Hamstring injury otherwise known as pulled hamstring is caused by a tear of the muscles called hamstring.
The tendons that used to attach the bone to the large muscles located at the back of the thigh are called hamstrings. The large muscles at the back of the thigh are called hamstring muscles. The hamstring muscles function to allow the knees to bend. They are also used for hip extension (See: Hip pain). These large muscles are not so active in activities such as standing or walking. However, they serve a great role in activities such as: climbing, jumping, and running. This means that the hamstring muscles are well-conditioned and strong in athletes than individuals who live with a sedentary lifestyle.
The hamstring muscles utilized in different activities. This involves sports as well as activities of daily living. Hamstring injury is most likely to be caused by sports involving sprinting. This is because of sudden accelerations. Examples of these sports are basketball, soccer, and track and field. Injuries may also be caused by direct trauma to the muscles. It may be a result of a kick made behind the thigh.
The injury in the hamstring muscles may cause severe discomfort and swelling. In mild cases, it can be relieved by rest, cold compress, or pain medications. In rare cases, surgery may be required to repair the torn muscles.
Hamstring Injury Symptoms
The symptoms of hamstring injury may vary depending on its severity. It is usually manifested by sudden pain. The tiny tears in the muscle may result to bleeding and followed by bruising. The bruise is usually found behind the thigh but as sometimes, the bruise may travel below the knee and then to the foot. Bleeding also causes the blood to accumulate at the back of the thigh which causes swelling. The swelling of the thigh may result to the difficulty in contraction of the muscles and pain. Swelling can be controlled with the use of a bandage for compression.
injury can also cause muscle spasm. This symptom of the injury is often very painful. It is usually a result of trauma. The signals stimulating contraction are disturbed causing painful muscle contractions. Furthermore, because of abnormal contraction, flexing or extending the knee may result to pain. This may also cause the muscle to rupture completely.
Hamstring Injury Severity
The injury in the hamstring muscles is classified into three depending on the severity. Grade 1 injury is comprised of small tears in the muscle. Grade 2 involves partial tearing of the muscle while grade 3 is the severe type. It involves the muscles being completely ruptured.
Grade 1 is a mild type of injury. It is manifested by stiffness in the muscles, tightness, and soreness behind the thigh. Swelling may be present but is often minimal. The range of motion of the affected extremity is not affected but sometimes with discomfort. The walking gait should be normal. Pain may be present but tolerable.

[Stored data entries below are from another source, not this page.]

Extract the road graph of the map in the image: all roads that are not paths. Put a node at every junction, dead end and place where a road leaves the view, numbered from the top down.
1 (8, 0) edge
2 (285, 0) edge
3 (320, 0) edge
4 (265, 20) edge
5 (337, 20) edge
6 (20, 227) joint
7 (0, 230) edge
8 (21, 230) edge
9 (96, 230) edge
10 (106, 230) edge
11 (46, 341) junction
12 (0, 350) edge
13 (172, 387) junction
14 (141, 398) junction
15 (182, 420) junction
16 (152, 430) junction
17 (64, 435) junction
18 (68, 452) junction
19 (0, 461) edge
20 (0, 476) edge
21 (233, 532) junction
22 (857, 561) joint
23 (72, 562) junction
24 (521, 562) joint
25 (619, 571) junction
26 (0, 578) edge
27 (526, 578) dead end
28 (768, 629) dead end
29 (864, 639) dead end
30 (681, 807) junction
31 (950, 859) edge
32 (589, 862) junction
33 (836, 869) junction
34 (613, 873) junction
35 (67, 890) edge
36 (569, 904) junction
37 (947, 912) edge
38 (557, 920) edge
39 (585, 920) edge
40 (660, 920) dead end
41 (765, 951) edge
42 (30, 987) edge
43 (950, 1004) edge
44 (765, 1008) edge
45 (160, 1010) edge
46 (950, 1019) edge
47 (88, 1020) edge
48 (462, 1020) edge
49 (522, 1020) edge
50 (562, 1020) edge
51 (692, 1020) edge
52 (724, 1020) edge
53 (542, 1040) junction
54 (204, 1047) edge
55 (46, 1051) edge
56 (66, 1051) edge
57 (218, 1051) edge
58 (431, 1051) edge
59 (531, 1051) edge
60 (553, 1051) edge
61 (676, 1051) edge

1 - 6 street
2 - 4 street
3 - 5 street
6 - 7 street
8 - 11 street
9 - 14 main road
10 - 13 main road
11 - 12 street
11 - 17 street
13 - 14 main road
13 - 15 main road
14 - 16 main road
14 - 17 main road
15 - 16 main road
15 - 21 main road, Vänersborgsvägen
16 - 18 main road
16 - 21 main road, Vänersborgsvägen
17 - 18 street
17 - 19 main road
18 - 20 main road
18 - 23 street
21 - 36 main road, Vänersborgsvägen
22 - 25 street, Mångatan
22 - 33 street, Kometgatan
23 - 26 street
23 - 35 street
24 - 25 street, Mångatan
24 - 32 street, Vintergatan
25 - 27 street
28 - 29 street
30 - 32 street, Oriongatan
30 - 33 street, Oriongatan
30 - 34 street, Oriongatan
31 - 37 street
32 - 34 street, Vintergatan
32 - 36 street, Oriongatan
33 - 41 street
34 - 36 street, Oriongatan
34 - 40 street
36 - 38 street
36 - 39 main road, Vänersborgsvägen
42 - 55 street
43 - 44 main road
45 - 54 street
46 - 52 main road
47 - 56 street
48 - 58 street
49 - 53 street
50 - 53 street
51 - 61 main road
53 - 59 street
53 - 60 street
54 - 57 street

Grade 2 or the moderate type of injury may exhibit a limping gait with the affected extremity. Sharp twinges, muscle pain, and tightness can be felt behind the thigh. Bruising and swelling is noticeable. Pain may also occur when the affected area is touched. Pain as well occurs when the knee is flexed and range of motion is limited.
The severe type of hamstring injury is graded as 3. In this type of injury, pain usually occurs even if the patient is at rest and with movement, it becomes very severe. They patient may also need assistance with walking with this type. Bruising and swelling in the affected area may as well be severe.
Minor to moderate types of hamstring injury usually heal on its own without treatment. Furthermore, there are ways to speed up the healing process. The most important of which is through resting the affect area. As much as possible, it is essential to avoid putting weight on the leg. In some cases, assistive devices may be needed such as cane and crutches. It is advisable to consult a physician first or a physical therapist to know if these devices are really needed.
The use of cold compress can also help in reducing swelling and pain. This can be done by wrapping an ice using a thick cloth and placing in on the affected area. It should be applied for at least 20–30 minutes with an interval for 3-4 hours. This is done for 2-3 days or until pain and swelling has subsided.
Other ways of treating hamstring injury is through stretching, compress, elevation, and the use of medication. The purpose of wrapping the affected area with an elastic bandage and elevating the leg is to reduce swelling. The use of painkillers like NSAIDs and ibuprofen can also help managing pain. However, it is to be use with extreme caution because some of them may aggravate bleeding. The doctor may also recommend consulting a physical therapist to help plan exercises to stretch and strengthen the muscles.